- Born: March 1963 (age 63) Tianchang, Anhui, China
- Education: Nanjing Normal University
- Occupations: Entrepreneur; Politician;
- Known for: Owner of Suning Holdings Group; Major shareholder of Suning Appliance Group; Second largest shareholder of Suning.com; Owner of Suning Real Estate; Former shareholder of Inter Milan;
- Board member of:
| Suning Holdings Group | (managing director) |
| Suning.com | (honorary chairman) |
- Children: Zhang Kangyang;

Member of the 10th National Committee of the CPPCC for All-China Youth Federation
- In office March 2003 – March 2008

Member of the 11th National Committee of the CPPCC for ACFIC
- In office March 2008 – March 2013

Member of the 12th National Committee of the CPPCC for ACFIC
- In office March 2013 – March 2018

Member of the 11th Jiangsu People's Congress for Nanjing
- In office 2008–2013

Personal details
- Other political affiliations: All-China Youth Federation; All-China Federation of Industry and Commerce;

= Zhang Jindong =

Chinese businessman (born 1963)

Zhang Jindong (张近东 (張近東, Zhāng Jìndōng); born March 1963) is a Chinese entrepreneur. He is one of the founders and the current honorary chairman of the Suning.com, headquartered in Nanjing, Jiangsu. He also owned 100% stake in Suning Holdings Group, 65% stake in Suning Real Estate as well as 48.1% stake in Suning Appliance Group as the second largest shareholder. His company also was the majority owner of Italian football club Inter Milan until May 2024.

He was also the managing director and general manager of Suning Holdings Group, chairman of Suning.com.

==Biography==
Zhang Jindong was born in Tianchang, Anhui Province in 1963. He graduated from Chinese department at Nanjing Normal University.

Zhang Jindong together with his older brother Zhang Guiping (张桂平) opened a shop on Ninghai Road (宁海路) corner Jiangsu Road in Nanjing, selling air conditioning and related products in 1990. The brand Suning came from choosing one word each from Jiang-su and Ning-hai; the roads themselves were named after the city and province of the same name. Later Zhang Guiping exited the business and shifted into real estate, now known as Suning Universal. Zhang Jindong did however, also start his own real estate company Suning Real Estate some time later.
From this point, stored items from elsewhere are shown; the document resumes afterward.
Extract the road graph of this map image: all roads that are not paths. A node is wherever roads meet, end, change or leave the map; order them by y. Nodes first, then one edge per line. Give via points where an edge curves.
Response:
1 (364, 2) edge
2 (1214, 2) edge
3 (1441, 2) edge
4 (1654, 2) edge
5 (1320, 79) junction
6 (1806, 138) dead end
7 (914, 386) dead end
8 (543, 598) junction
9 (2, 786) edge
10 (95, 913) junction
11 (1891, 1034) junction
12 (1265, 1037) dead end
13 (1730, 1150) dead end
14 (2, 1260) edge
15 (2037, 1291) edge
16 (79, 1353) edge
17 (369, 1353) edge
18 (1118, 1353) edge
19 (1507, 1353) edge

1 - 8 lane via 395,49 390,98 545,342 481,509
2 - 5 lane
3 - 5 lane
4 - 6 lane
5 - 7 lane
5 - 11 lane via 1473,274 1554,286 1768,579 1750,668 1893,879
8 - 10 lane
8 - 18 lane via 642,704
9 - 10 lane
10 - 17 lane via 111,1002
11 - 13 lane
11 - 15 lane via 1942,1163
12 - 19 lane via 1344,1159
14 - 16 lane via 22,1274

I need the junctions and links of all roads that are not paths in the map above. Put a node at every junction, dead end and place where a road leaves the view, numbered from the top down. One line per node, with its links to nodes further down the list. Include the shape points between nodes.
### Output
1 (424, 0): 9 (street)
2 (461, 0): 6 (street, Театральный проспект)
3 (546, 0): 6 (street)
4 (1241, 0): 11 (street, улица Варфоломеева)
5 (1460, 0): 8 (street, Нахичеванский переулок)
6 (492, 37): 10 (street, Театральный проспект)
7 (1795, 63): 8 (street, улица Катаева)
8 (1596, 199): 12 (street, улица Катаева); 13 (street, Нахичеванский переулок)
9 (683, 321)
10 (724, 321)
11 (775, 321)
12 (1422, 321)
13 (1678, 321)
Zhang Jindong further developed his small shop into a business group, the Suning Group, within 15 years. He also founded and co-founded Suning Holdings Group and Suning Appliance Group respectively, as unlisted portions of his collection of businesses, leaving Suning.com (was known as Suning Commerce Group and other names) as the only listing company. In 2013's Hurun Report's China Rich List, Zhang was ranked No.9 with $6.4 billion. Zhang Jindong was ranked 28th in 2015 Forbes's China Rich List.

He was also elected to the National Committee of the Chinese People's Political Consultative Conference, a senior governmental body. He was a member of the Provincial People's Congress, but not a member of the National People's Congress.

On 6 June 2016, Zhang Jindong, via his own private holding company Suning Holdings Group, signed a contract to purchase the majority stake in Italian football club Inter Milan, by purchasing existing shares and through recapitalization. The deal was approved by the extraordinary general meeting on 28 June 2016, which after the deal, Suning Holdings Group owned 68.55% shares.

In July 2021, Zhang Jindong stepped down as chairman of Suning.com, in which he holds the role of honorary chairman.

Forbes estimated his net worth to be around US$7.4 billion in 2021.

==Personal life==
His son Zhang Kangyang (Steven) owns a 10% stake in Suning Real Estate, one of his privately held companies. Suning Holdings Group acquired a majority stake of Inter Milan football club in 2016. After the acquisition, his son Steven became a member of Inter's board of directors and since 2018, its chairman. Jindong is not a member of the board himself.